[INSTRUCTIONS TO FOLLOW] Scan the entries below and say how many lines contain "edge". Write only the number.

(Stored items)

.....

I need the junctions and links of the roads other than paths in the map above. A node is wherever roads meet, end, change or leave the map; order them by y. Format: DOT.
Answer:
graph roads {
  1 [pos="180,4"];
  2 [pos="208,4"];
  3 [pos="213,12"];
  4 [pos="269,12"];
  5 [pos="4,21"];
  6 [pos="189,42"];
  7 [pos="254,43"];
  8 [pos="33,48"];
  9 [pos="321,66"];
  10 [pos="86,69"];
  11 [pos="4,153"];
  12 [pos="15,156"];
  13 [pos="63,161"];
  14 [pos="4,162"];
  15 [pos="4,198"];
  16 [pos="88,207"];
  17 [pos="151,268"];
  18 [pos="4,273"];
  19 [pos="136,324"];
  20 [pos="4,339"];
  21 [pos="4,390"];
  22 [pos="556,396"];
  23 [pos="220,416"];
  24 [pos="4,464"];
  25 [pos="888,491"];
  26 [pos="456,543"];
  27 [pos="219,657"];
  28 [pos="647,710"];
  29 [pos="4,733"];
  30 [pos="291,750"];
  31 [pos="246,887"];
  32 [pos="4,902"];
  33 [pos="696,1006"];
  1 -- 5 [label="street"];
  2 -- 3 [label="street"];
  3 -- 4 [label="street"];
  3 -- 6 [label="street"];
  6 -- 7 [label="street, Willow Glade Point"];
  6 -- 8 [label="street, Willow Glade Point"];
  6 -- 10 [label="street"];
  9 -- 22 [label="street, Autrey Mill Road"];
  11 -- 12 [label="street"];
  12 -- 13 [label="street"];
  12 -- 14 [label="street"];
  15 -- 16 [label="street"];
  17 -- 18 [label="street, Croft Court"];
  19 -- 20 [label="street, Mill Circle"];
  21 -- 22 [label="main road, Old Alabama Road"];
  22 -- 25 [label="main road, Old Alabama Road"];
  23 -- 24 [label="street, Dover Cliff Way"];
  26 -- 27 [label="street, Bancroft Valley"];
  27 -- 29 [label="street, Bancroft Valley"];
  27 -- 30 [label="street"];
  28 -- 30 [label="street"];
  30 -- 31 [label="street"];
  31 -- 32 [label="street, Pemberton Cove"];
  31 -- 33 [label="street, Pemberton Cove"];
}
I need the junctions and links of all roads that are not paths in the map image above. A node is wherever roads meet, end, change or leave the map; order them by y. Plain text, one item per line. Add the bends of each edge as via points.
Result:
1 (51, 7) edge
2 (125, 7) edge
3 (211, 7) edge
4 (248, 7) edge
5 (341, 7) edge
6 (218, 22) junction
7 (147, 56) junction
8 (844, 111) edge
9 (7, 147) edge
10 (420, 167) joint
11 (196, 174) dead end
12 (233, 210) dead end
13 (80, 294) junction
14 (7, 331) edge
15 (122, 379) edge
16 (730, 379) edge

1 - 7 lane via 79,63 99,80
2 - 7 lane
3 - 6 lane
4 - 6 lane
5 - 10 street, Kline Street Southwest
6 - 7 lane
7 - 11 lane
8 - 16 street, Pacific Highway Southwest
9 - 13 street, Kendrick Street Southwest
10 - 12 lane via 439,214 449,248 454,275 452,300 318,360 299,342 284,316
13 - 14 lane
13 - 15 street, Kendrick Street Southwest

.....

[EXERCISE RESPONSE] 11